Os ministros alegaram que não poderia ocorrer o desmembramento porque a acusação é de que há coautoria dos réus sem foro e que se eles fossem julgados na primeira instância, por diversos juízes, os crimes acabariam prescrevendo (quando vence o prazo para o réu ser punido).
PRINCÍPIO DO JUIZ NATURAL
O Princípio do Juiz natural é a entidade do poder judiciário que já está previamente definida na norma para julgar o caso, antes do fato em litígio ocorrer e está disposto na Constituição Federal, no art. 5º, inciso LIII e nas Leis de Organização Judiciária (competências) e CPP, aonde diz que ninguém será processado nem sentenciado senão pela autoridade competente. Portanto, estabelece o direito do réu de ser julgado por um juiz previamente determinado por lei e pelas normas constitucionais, acarretando, por consequência, um julgamento imparcial, pois o indivíduo é julgado pelo seu juiz natural, que é o juiz legal, independente, imparcial, que não se curva senão à sua ciência e à sua consciência. Sobre o tema, STF: “O princípio do juiz natural reveste-se, em sua projeção político-jurídica, de dupla função instrumental, pois, enquanto garantia indisponível, tem por titular qualquer pessoa exposta, em juízo criminal, à ação persecutória do Estado, e, enquanto limitação insuperável, incide sobre órgãos do poder incumbidos de promover, judicialmente, a repressão criminal. Vê-se, desse modo, que o postulado de naturalidade do juízo, ao qualificar-se como prerrogativa individual (ex parte subjecti), tem por destinatário específico o réu, erigindo-se, em consequência, como direito público subjetivo inteiramente oponível ao próprio Estado. Esse mesmo princípio, contudo, se analisado em perspectiva diversa, ex parte principis, atua como fator de inquestionável restrição ao poder de persecução penal, submetendo, o Estado, a múltiplas limitações inibitórias de suas prerrogativas institucionais” (HC 79.865-9-RS, 2º T., rel. Celso de Mello, 14.03.2000, v.u.).

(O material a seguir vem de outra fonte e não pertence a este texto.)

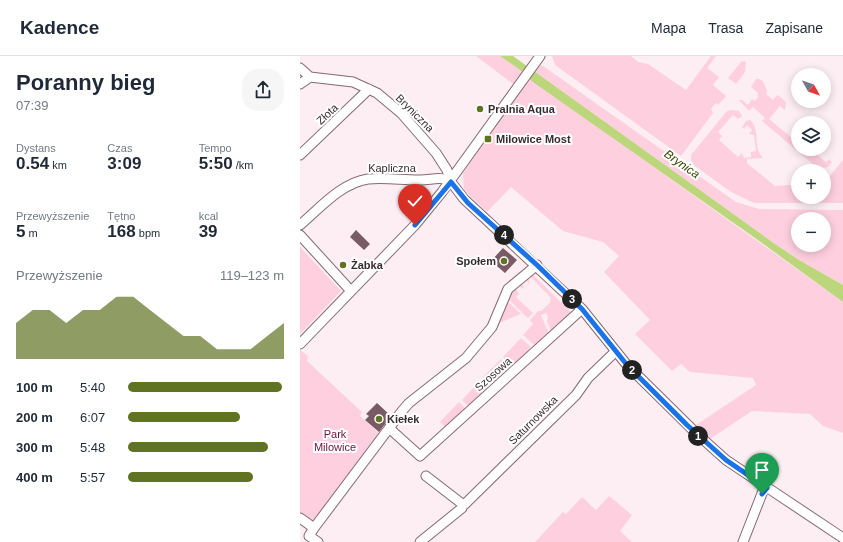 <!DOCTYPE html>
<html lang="pl">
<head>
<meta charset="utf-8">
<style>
	:root { --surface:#fff; --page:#f6f6f7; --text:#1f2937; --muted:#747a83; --line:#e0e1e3; --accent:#607322 }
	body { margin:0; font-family:Helvetica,sans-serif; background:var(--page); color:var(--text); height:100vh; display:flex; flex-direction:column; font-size:15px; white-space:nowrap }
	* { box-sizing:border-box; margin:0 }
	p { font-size:13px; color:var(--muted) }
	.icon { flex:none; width:22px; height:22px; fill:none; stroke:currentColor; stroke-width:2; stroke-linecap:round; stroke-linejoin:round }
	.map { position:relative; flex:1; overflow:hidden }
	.drawer { display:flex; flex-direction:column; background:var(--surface); width:300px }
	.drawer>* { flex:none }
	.needle { width:26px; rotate:130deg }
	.tools { position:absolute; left:491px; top:12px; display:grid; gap:8px }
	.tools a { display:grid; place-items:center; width:40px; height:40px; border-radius:50%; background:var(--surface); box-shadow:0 2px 10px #0003; font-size:20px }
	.pin { position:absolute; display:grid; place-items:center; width:34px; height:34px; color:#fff; margin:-41px -17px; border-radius:50% 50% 50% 0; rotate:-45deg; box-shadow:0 0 4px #0007 }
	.pin .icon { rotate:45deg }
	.km { position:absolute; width:20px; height:20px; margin:-10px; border-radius:50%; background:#222; color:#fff; font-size:11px; line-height:20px; text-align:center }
	.round { display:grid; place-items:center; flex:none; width:42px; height:42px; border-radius:16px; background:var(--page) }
	.overview { display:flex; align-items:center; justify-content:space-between; height:68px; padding:0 16px }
	h1 { font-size:22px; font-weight:800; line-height:30px }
	.metrics { display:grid; grid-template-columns:repeat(3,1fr); gap:6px; height:68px; padding:4px 16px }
	.metrics div { display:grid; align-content:center }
	.metrics b { font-size:17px; font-weight:800 }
	.metrics small { font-size:11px; font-weight:400 }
	.metrics p { font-size:11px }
	.chart { height:112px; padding:8px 16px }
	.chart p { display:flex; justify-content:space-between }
	.chart svg { width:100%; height:72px; margin-top:4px; fill:var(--accent); opacity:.7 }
	ul { padding:0 16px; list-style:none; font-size:13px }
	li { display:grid; grid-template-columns:64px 48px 1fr; align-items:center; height:30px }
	li i { height:10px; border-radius:5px; background:var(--accent) }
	header { display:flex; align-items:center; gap:24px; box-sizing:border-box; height:56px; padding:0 20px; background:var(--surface); border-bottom:1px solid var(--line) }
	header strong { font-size:19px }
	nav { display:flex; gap:22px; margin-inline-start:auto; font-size:14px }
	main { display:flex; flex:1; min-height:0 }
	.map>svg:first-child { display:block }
	.green { fill:#fecfdf; fill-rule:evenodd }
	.water { fill:#bcd67b }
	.building { fill:#795b65 }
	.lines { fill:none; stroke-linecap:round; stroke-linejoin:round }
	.minor-casing { stroke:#876873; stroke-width:11 }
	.minor { stroke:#fff; stroke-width:9 }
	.route-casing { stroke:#fff; stroke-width:8 }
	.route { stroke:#1a73e8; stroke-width:5 }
	.poi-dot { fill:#607322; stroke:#fff; stroke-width:1.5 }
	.labels { text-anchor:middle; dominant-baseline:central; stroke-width:4; stroke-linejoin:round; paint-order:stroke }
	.poi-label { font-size:11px; font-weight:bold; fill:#392c30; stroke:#fff; text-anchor:start }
	.street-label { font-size:11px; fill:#392c30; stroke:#fff }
	.park-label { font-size:11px; fill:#68163e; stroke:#fff }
	.water-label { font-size:12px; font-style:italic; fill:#3b4902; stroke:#fff }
</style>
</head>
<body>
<header>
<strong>Kadence</strong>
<nav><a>Mapa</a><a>Trasa</a><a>Zapisane</a></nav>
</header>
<main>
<section class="drawer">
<div class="overview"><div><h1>Poranny bieg</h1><p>07:39</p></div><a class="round"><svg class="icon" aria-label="share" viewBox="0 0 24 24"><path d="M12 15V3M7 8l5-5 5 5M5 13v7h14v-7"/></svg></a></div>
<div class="metrics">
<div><p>Dystans</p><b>0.54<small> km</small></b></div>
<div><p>Czas</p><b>3:09</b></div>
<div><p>Tempo</p><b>5:50<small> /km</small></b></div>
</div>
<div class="metrics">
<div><p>Przewyższenie</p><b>5<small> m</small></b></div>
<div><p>Tętno</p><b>168<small> bpm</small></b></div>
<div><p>kcal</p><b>39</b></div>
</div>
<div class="chart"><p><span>Przewyższenie</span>119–123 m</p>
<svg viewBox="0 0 160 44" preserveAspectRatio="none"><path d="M0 44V22L10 14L20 14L30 22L40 14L50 14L60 6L70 6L80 14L90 22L100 30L110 30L120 38L130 38L140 38L150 30L160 22V44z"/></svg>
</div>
<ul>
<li><b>100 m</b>5:40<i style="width:99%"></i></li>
<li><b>200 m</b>6:07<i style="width:72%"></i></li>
<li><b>300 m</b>5:48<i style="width:90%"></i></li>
<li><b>400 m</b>5:57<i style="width:80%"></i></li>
</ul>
</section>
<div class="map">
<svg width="543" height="486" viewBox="0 0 543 486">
	<rect width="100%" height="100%" fill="#fdeef3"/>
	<path class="green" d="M176 0H200L223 16 213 28Z
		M252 0H331L338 6 348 8 386 34 411 0H416L407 12 419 21 413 29 426 40 418 49 416 47 411 53 413 57 381 100 255 9Z
		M442 5 446 6 445 16 436 28 428 22Z
		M239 9 243 10 436 146 459 153 543 154V229L499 204 475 188 234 15ZM498 163H524V189H498Z
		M229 22 543 246V377L523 370 510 358 452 355 410 383 393 371 456 329 453 322 390 316 381 308 372 315 335 278 350 264 304 216 319 200 303 186 263 175 211 131 187 156 164 134 163 117Z
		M456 23C465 23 464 29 467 35L466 38 473 44 476 40 478 39 486 46 485 54 480 50 469 63 492 82 494 79 498 83V93H510L526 106 529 103 532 106 529 110 522 113 515 110 462 65 465 62 453 51 449 55 439 44H442L448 49 452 43 455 45 458 41V37L451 31Z
		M431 54 439 55 442 60 438 63 433 59 418 76 422 80 419 84 438 101 442 97 444 102 451 101V96L456 95 454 79 449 78 452 74 447 69 444 73 442 71 446 65 450 64C461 73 452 91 463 102L447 103V107L475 130 493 129 498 131V141H524V127L543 104V147H454L431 136 395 110 391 104V99L427 55Z
		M0 191 41 235 0 278Z
		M231 217 275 260 252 277 247 266 248 261 246 257 241 259 249 278 235 290 223 279 233 268 230 264 238 255H241L250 247 251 242 230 220 228 222 230 227 222 233 219 228 221 227 224 231 229 227 226 223Z
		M215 231 219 238 216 241 233 257 228 262 206 241Z
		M205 243 221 258 194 269Z
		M221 282 231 291 228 294 229 295 213 311 203 301Z
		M0 294 8 300 7 305 62 356 60 360 81 379 15 465 12 466 0 458Z
		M201 303 210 313 195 328 191 324 188 328 182 322Z
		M180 325 189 333 169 351 162 344Z
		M159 346 165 352 162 355 163 356 146 372 140 366Z
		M309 440 332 459 320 475 332 486H235L263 456 266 458 282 441 296 454Z"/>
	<path class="water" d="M200 0H213L227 10 223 16Z
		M234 15 475 188 499 204 543 229V246L455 182 233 26 229 22Z"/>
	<path class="building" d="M56 174 70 188 64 194 50 181Z
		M203 192 217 204 205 217 191 205Z
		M77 347 91 360 79 376 65 364 69 360 66 358Z"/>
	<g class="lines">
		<defs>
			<path id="minor" d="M0 12 10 21 53 26 77 37 101 57 136 97 147 114 151 126 164 143 282 253 327 309 396 377 426 404 543 482
				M0 28 10 21
				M0 99 69 33
				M0 169C20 152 41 127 68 123 84 121 102 124 118 124 130 125 140 119 151 126
				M0 179 51 235
				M0 288 115 169 142 136 240 0
				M89 372 120 400 282 253
				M126 420 161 447 165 448 276 339 288 322 316 295
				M0 462 14 472
				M18 486 9 480 14 472 102 355 109 347 166 302 192 271 208 233 237 209
				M120 486 162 452
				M443 486 463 435 467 432"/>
		</defs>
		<use href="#minor" class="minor-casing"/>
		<use href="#minor" class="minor"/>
	</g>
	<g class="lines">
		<defs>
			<path id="route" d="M115 169 151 126 168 147 237 209 282 253 327 309 387 369 426 404 467 432 462 438"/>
		</defs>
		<use href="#route" class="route-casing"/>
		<use href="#route" class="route"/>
	</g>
	<g class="poi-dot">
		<circle cx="180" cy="53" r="4"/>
		<rect x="184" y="79" width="8" height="8" rx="2"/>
		<circle cx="204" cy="205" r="4"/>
		<circle cx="43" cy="209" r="4"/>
		<circle cx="79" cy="363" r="4"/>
	</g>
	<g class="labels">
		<g class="poi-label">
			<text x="188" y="53">Pralnia Aqua</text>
			<text x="196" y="83">Milowice Most</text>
			<text x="196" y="205" text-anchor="end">Społem</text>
			<text x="51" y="209">Żabka</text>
			<text x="87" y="363">Kiełek</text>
		</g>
		<g class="street-label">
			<text transform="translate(115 57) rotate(45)">Bryniczna</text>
			<text transform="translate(27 58) rotate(-43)">Złota</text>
			<text x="92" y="112">Kapliczna</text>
			<text transform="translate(193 318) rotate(-42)">Szosowa</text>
			<text transform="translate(233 364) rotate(-45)">Saturnowska</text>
		</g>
		<g class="park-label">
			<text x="35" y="378">Park<tspan x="35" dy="13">Milowice</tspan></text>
		</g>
		<g class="water-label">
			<text transform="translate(382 108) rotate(35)">Brynica</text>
		</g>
	</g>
</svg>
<div class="tools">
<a><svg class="needle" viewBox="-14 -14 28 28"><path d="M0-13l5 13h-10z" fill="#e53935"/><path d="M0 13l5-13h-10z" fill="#747a83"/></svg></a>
<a><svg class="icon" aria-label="layers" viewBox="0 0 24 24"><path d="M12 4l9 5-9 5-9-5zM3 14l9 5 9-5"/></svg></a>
<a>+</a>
<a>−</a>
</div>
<div class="pin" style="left:462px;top:438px;background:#1e9e55"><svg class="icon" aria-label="arrive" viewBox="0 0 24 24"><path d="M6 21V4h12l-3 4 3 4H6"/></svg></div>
<div class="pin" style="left:115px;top:169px;background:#d93025"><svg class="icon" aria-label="check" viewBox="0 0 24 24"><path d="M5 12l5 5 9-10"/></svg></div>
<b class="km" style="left:398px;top:380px">1</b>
<b class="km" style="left:332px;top:314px">2</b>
<b class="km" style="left:272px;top:243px">3</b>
<b class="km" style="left:204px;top:179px">4</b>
</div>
</main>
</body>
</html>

Princípio do Juiz Natural e o caso do Mensalão
No caso estudado, o caso do “Mensalão”, o juiz natural é o Supremo Tribunal Federal, por conta da prerrogativa de foro de alguns réus, no nosso ordenamento estão dispostos algumas prerrogativas de juiz natural para algumas funções, como já explicada no tópico anterior. Dessa maneira, os deputados federais como réus terão como Juiz Natural o Supremo Tribunal Federal, respeitando o princípio do juiz natural, pois essa prerrogativa está disposta no nosso ordenamento, no art. 102 da Constituição Federal que expõe no inciso I, alínea “a” que compete o STF processar e julgar, originariamente “nas infrações penais comuns, o Presidente da República, o Vice‑Presidente, os membros do Congresso Nacional, seus próprios ministros e o Procurador‑Geral da República;”.
Entretanto, nesse caso não há somente membros do Congresso Nacional, também há indivíduos com outras funções, contudo, por conta da natureza dos crimes, como por exemplo, os crimes de quadrilha e lavagem de dinheiro, fazem com que haja por questão de coerência lógica e justa um julgamento num único processo, pois a conexão atrai para um único julgamento, não sendo possível o julgamento dos deputados federais no Supremo Tribunal Federal e os demais réus na primeira instância.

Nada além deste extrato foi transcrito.